What this task involves
Your task is to repeat the entries exactly. Leave the pictures out.

Collected data
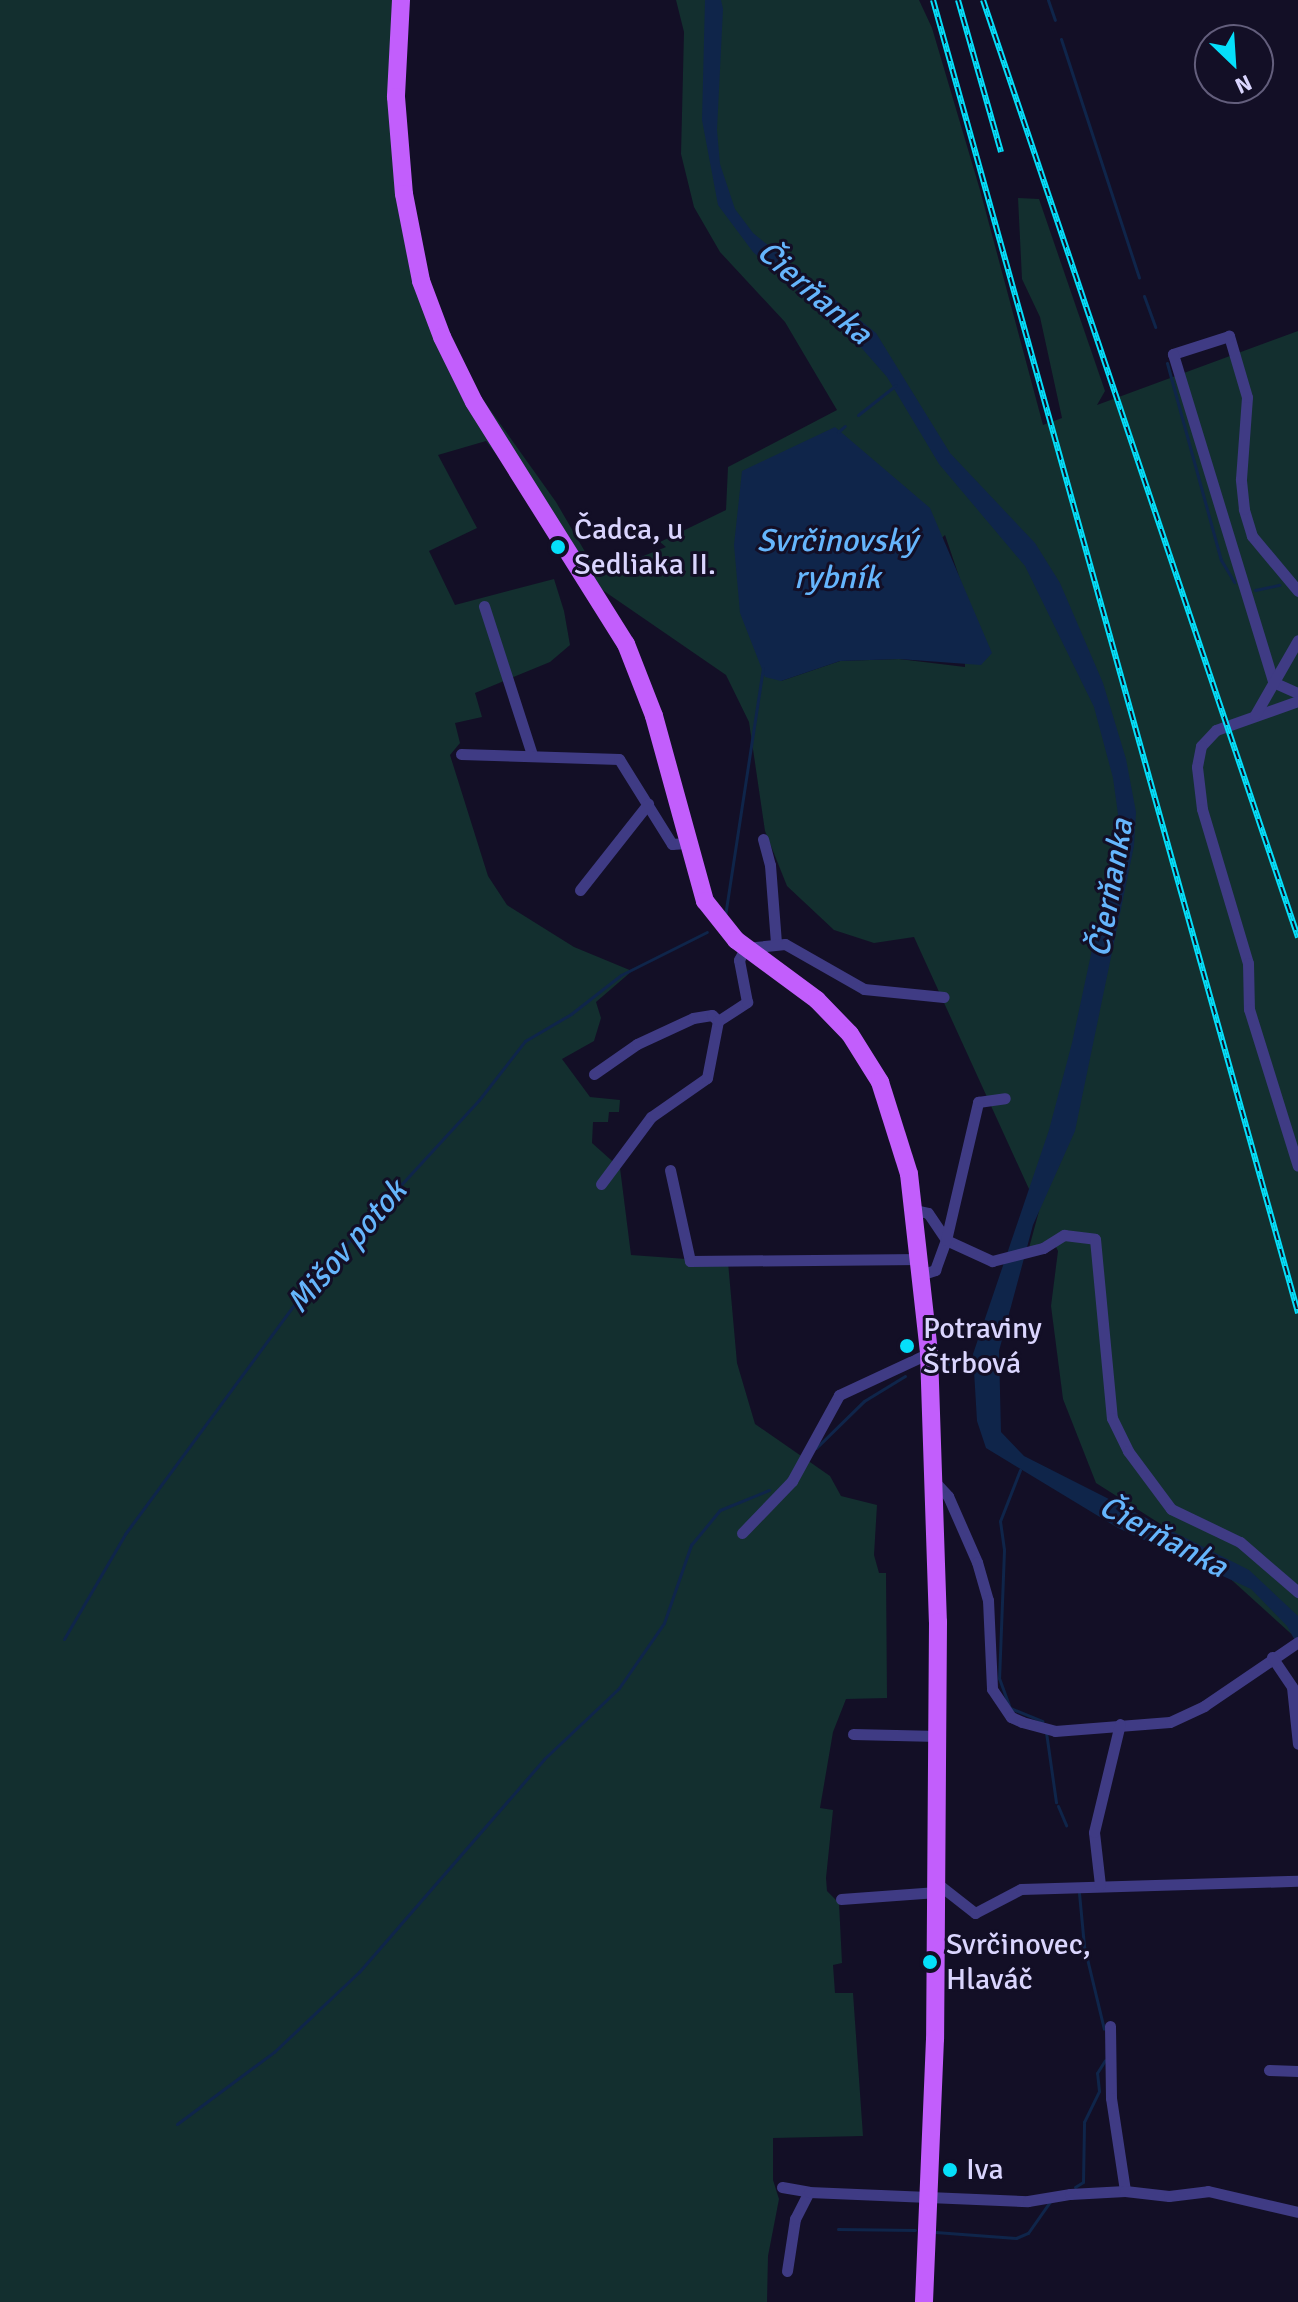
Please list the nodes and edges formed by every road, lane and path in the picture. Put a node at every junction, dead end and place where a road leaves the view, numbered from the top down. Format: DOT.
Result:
graph roads {
  1 [pos="401,0"];
  2 [pos="1298,591"];
  3 [pos="484,606"];
  4 [pos="1298,640"];
  5 [pos="1273,682"];
  6 [pos="1298,693"];
  7 [pos="1298,701"];
  8 [pos="1251,718"];
  9 [pos="461,754"];
  10 [pos="532,755"];
  11 [pos="648,804"];
  12 [pos="763,839"];
  13 [pos="686,843"];
  14 [pos="580,890"];
  15 [pos="776,943"];
  16 [pos="745,948"];
  17 [pos="944,997"];
  18 [pos="718,1021"];
  19 [pos="594,1074"];
  20 [pos="1005,1098"];
  21 [pos="1298,1166"];
  22 [pos="670,1170"];
  23 [pos="601,1184"];
  24 [pos="915,1210"];
  25 [pos="946,1240"];
  26 [pos="922,1267"];
  27 [pos="929,1353"];
  28 [pos="935,1482"];
  29 [pos="742,1533"];
  30 [pos="1298,1592"];
  31 [pos="1298,1642"];
  32 [pos="1275,1655"];
  33 [pos="1120,1724"];
  34 [pos="853,1734"];
  35 [pos="938,1736"];
  36 [pos="1298,1744"];
  37 [pos="1298,1881"];
  38 [pos="1100,1885"];
  39 [pos="938,1888"];
  40 [pos="841,1899"];
  41 [pos="1110,2026"];
  42 [pos="1269,2070"];
  43 [pos="1298,2071"];
  44 [pos="782,2187"];
  45 [pos="1125,2191"];
  46 [pos="809,2192"];
  47 [pos="927,2193"];
  48 [pos="1298,2212"];
  49 [pos="787,2271"];
  50 [pos="924,2302"];
  1 -- 13 [label="main road"];
  2 -- 5 [label="street"];
  3 -- 10 [label="street"];
  4 -- 5 [label="street"];
  5 -- 6 [label="street"];
  5 -- 8 [label="street"];
  7 -- 8 [label="street"];
  8 -- 21 [label="street"];
  9 -- 10 [label="street"];
  10 -- 11 [label="street"];
  11 -- 13 [label="street"];
  11 -- 14 [label="street"];
  12 -- 15 [label="street"];
  13 -- 16 [label="main road"];
  15 -- 16 [label="street"];
  15 -- 17 [label="street"];
  16 -- 18 [label="street"];
  16 -- 24 [label="main road"];
  18 -- 19 [label="street"];
  18 -- 23 [label="street"];
  20 -- 25 [label="street"];
  22 -- 26 [label="street"];
  24 -- 25 [label="street"];
  24 -- 26 [label="main road"];
  25 -- 26 [label="street"];
  25 -- 30 [label="street"];
  26 -- 27 [label="main road"];
  27 -- 28 [label="main road"];
  27 -- 29 [label="street"];
  28 -- 33 [label="street"];
  28 -- 35 [label="main road"];
  31 -- 32 [label="street"];
  32 -- 33 [label="street"];
  32 -- 36 [label="street"];
  33 -- 38 [label="street"];
  34 -- 35 [label="street"];
  35 -- 39 [label="main road"];
  37 -- 38 [label="street"];
  38 -- 39 [label="street"];
  39 -- 40 [label="street"];
  39 -- 47 [label="main road"];
  41 -- 45 [label="street"];
  42 -- 43 [label="street"];
  44 -- 46 [label="street"];
  45 -- 47 [label="street"];
  45 -- 48 [label="street"];
  46 -- 47 [label="street"];
  46 -- 49 [label="street"];
  47 -- 50 [label="main road"];
}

Reply to the task
Please list the nodes and edges formed by every road, lane and path in the picture. Put a node at every junction, dead end and place where a road leaves the view, numbered from the top down. Format: DOT.
Result:
graph roads {
  1 [pos="401,0"];
  2 [pos="1298,591"];
  3 [pos="484,606"];
  4 [pos="1298,640"];
  5 [pos="1273,682"];
  6 [pos="1298,693"];
  7 [pos="1298,701"];
  8 [pos="1251,718"];
  9 [pos="461,754"];
  10 [pos="532,755"];
  11 [pos="648,804"];
  12 [pos="763,839"];
  13 [pos="686,843"];
  14 [pos="580,890"];
  15 [pos="776,943"];
  16 [pos="745,948"];
  17 [pos="944,997"];
  18 [pos="718,1021"];
  19 [pos="594,1074"];
  20 [pos="1005,1098"];
  21 [pos="1298,1166"];
  22 [pos="670,1170"];
  23 [pos="601,1184"];
  24 [pos="915,1210"];
  25 [pos="946,1240"];
  26 [pos="922,1267"];
  27 [pos="929,1353"];
  28 [pos="935,1482"];
  29 [pos="742,1533"];
  30 [pos="1298,1592"];
  31 [pos="1298,1642"];
  32 [pos="1275,1655"];
  33 [pos="1120,1724"];
  34 [pos="853,1734"];
  35 [pos="938,1736"];
  36 [pos="1298,1744"];
  37 [pos="1298,1881"];
  38 [pos="1100,1885"];
  39 [pos="938,1888"];
  40 [pos="841,1899"];
  41 [pos="1110,2026"];
  42 [pos="1269,2070"];
  43 [pos="1298,2071"];
  44 [pos="782,2187"];
  45 [pos="1125,2191"];
  46 [pos="809,2192"];
  47 [pos="927,2193"];
  48 [pos="1298,2212"];
  49 [pos="787,2271"];
  50 [pos="924,2302"];
  1 -- 13 [label="main road"];
  2 -- 5 [label="street"];
  3 -- 10 [label="street"];
  4 -- 5 [label="street"];
  5 -- 6 [label="street"];
  5 -- 8 [label="street"];
  7 -- 8 [label="street"];
  8 -- 21 [label="street"];
  9 -- 10 [label="street"];
  10 -- 11 [label="street"];
  11 -- 13 [label="street"];
  11 -- 14 [label="street"];
  12 -- 15 [label="street"];
  13 -- 16 [label="main road"];
  15 -- 16 [label="street"];
  15 -- 17 [label="street"];
  16 -- 18 [label="street"];
  16 -- 24 [label="main road"];
  18 -- 19 [label="street"];
  18 -- 23 [label="street"];
  20 -- 25 [label="street"];
  22 -- 26 [label="street"];
  24 -- 25 [label="street"];
  24 -- 26 [label="main road"];
  25 -- 26 [label="street"];
  25 -- 30 [label="street"];
  26 -- 27 [label="main road"];
  27 -- 28 [label="main road"];
  27 -- 29 [label="street"];
  28 -- 33 [label="street"];
  28 -- 35 [label="main road"];
  31 -- 32 [label="street"];
  32 -- 33 [label="street"];
  32 -- 36 [label="street"];
  33 -- 38 [label="street"];
  34 -- 35 [label="street"];
  35 -- 39 [label="main road"];
  37 -- 38 [label="street"];
  38 -- 39 [label="street"];
  39 -- 40 [label="street"];
  39 -- 47 [label="main road"];
  41 -- 45 [label="street"];
  42 -- 43 [label="street"];
  44 -- 46 [label="street"];
  45 -- 47 [label="street"];
  45 -- 48 [label="street"];
  46 -- 47 [label="street"];
  46 -- 49 [label="street"];
  47 -- 50 [label="main road"];
}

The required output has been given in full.